Independência e vida

Desculpe aí, patriarcado, mas são duzentos anos de uma história contada pela metade, então hoje precisamos fazer uma correção importante. A independência do Brasil foi proclamada por uma mulher. É isso mesmo, repito para que não haja dúvidas:

A independência do Brasil foi proclamada por uma mulher. No dia 2 de setembro de 1822.

Essa mulher se chamava Maria Leopoldina, e hoje seu nome é mais reconhecido quando vem com um sufixo, no nome da escola de samba Imperatriz Leopoldinense. Duzentos anos atrás, ela era a princesa regente do Brasil, portanto quem tinha autoridade para tomar decisões e assinar documentos oficiais. E foi isso que ela fez naquele 2 de setembro. Portugal queria que D. Pedro voltasse à Europa. A corte brasileira pressionava pela independência do Brasil. A relação colonial já não fazia sentido. Mas o príncipe estava ausente (ué, um homem ausente na hora que mais se precisa dele, cê jura?). Quem botou o dito cujo na mesa foi a consorte de apenas 25 anos, que tinha sido preparada a vida inteira para cumprir com os deveres de Estado.

Nos dois episódios históricos de 1822, Leopoldina esteve em defesa da emancipação brasileira. Em 13 de agosto (…) D. Pedro viajou para São Paulo , e Leopoldina assumiu pela primeira vez a regência do país. Durante esse período, no dia 2 de setembro, presidiu a sessão do Conselho de Estado na qual deliberou a separação entre os dois reinos, fazendo registrar na ata a assinatura de todos os ministros.

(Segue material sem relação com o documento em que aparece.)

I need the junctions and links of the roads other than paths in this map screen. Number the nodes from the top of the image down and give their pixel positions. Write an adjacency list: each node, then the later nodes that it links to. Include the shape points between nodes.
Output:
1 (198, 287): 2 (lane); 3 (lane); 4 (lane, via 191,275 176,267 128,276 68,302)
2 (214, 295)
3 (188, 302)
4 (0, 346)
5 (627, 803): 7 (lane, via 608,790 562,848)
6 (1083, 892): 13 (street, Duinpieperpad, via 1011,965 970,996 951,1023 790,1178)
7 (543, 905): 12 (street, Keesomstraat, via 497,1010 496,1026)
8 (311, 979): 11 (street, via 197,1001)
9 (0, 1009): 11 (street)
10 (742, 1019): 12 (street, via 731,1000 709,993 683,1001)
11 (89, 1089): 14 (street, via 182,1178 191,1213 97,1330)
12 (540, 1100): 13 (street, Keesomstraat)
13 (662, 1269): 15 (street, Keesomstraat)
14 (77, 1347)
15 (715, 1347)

Documentos afirmam que a independência foi oficialmente decidida nessa ocasião, e alguns dias depois proclamada por D. Pedro às margens do Ipiranga.

(Trecho extraído do verbete sobre Leopoldina de Habsburgo-Lorena, do Dicionário Mulheres do Brasil)

Leopoldina comeu o pão que o diabo amassou no Brasil, mas amou este país até o final

A história oficial tende a apagar a participação feminina nos grandes eventos ao longo dos séculos, mas nunca é tarde para revisitar o cânone e dar crédito a quem merece. Além de Leopoldina, que atuou aqui na corte do Rio de Janeiro, o Brasil como o conhecemos hoje deve muito às heroínas da independência da Bahia: Maria Quitéria, Joana Angélica e Maria Felipa. Essa história também merece ser contada, mas hoje, 2 de setembro, o que eu quero é propor que comemoremos a verdadeira data de independência do Brasil relembrando Leopoldina — por exemplo, você já leu o livro da Fal e da Suzi? E se não leu, o que está esperando?

Olha quem já leu… Só falta você rsrsrs (a foto é montagem, mas fica a dica como inspiração)

A independência contada da perspectiva masculina tem cavalos, uma espada meio fálica (ops) e um grito que fala em morte. O que eu quero é uma independência que fale de vida, e a Imperatriz Leopoldina, com toda sua dignidade perante o sofrimento, sua habilidade para construir alianças e sua vocação para os negócios de Estado me parece uma representante muito melhor do espírito que devemos buscar para a nação brasileira.